Below are some entries. Reproduce them word for word.

----

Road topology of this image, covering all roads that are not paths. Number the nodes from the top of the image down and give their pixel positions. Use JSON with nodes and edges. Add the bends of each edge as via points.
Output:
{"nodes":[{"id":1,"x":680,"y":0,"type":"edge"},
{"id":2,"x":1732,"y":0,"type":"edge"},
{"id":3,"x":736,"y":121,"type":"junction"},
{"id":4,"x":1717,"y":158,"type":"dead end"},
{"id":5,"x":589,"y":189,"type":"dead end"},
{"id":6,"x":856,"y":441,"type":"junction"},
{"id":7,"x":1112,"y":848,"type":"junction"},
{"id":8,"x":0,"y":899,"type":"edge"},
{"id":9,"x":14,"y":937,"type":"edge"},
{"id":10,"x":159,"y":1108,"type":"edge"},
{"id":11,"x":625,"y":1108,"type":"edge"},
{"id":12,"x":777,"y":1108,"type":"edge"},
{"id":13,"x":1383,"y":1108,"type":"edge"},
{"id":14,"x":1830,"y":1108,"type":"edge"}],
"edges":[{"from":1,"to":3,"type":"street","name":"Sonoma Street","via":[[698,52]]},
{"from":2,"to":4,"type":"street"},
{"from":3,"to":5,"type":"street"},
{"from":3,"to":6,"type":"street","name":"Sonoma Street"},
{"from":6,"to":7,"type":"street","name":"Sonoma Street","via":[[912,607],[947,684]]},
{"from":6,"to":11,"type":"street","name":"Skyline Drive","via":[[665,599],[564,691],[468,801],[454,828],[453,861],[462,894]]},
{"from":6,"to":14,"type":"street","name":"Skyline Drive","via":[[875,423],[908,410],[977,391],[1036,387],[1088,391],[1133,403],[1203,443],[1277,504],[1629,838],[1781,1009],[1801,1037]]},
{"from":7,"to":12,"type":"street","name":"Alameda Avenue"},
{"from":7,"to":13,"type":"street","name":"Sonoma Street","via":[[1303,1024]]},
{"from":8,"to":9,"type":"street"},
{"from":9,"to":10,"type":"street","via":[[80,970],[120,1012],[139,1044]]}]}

----

Answer to this exercise =
Road topology of this image, covering all roads that are not paths. Number the nodes from the top of the image down and give their pixel positions. Use JSON with nodes and edges. Add the bends of each edge as via points.
Output:
{"nodes":[{"id":1,"x":680,"y":0,"type":"edge"},
{"id":2,"x":1732,"y":0,"type":"edge"},
{"id":3,"x":736,"y":121,"type":"junction"},
{"id":4,"x":1717,"y":158,"type":"dead end"},
{"id":5,"x":589,"y":189,"type":"dead end"},
{"id":6,"x":856,"y":441,"type":"junction"},
{"id":7,"x":1112,"y":848,"type":"junction"},
{"id":8,"x":0,"y":899,"type":"edge"},
{"id":9,"x":14,"y":937,"type":"edge"},
{"id":10,"x":159,"y":1108,"type":"edge"},
{"id":11,"x":625,"y":1108,"type":"edge"},
{"id":12,"x":777,"y":1108,"type":"edge"},
{"id":13,"x":1383,"y":1108,"type":"edge"},
{"id":14,"x":1830,"y":1108,"type":"edge"}],
"edges":[{"from":1,"to":3,"type":"street","name":"Sonoma Street","via":[[698,52]]},
{"from":2,"to":4,"type":"street"},
{"from":3,"to":5,"type":"street"},
{"from":3,"to":6,"type":"street","name":"Sonoma Street"},
{"from":6,"to":7,"type":"street","name":"Sonoma Street","via":[[912,607],[947,684]]},
{"from":6,"to":11,"type":"street","name":"Skyline Drive","via":[[665,599],[564,691],[468,801],[454,828],[453,861],[462,894]]},
{"from":6,"to":14,"type":"street","name":"Skyline Drive","via":[[875,423],[908,410],[977,391],[1036,387],[1088,391],[1133,403],[1203,443],[1277,504],[1629,838],[1781,1009],[1801,1037]]},
{"from":7,"to":12,"type":"street","name":"Alameda Avenue"},
{"from":7,"to":13,"type":"street","name":"Sonoma Street","via":[[1303,1024]]},
{"from":8,"to":9,"type":"street"},
{"from":9,"to":10,"type":"street","via":[[80,970],[120,1012],[139,1044]]}]}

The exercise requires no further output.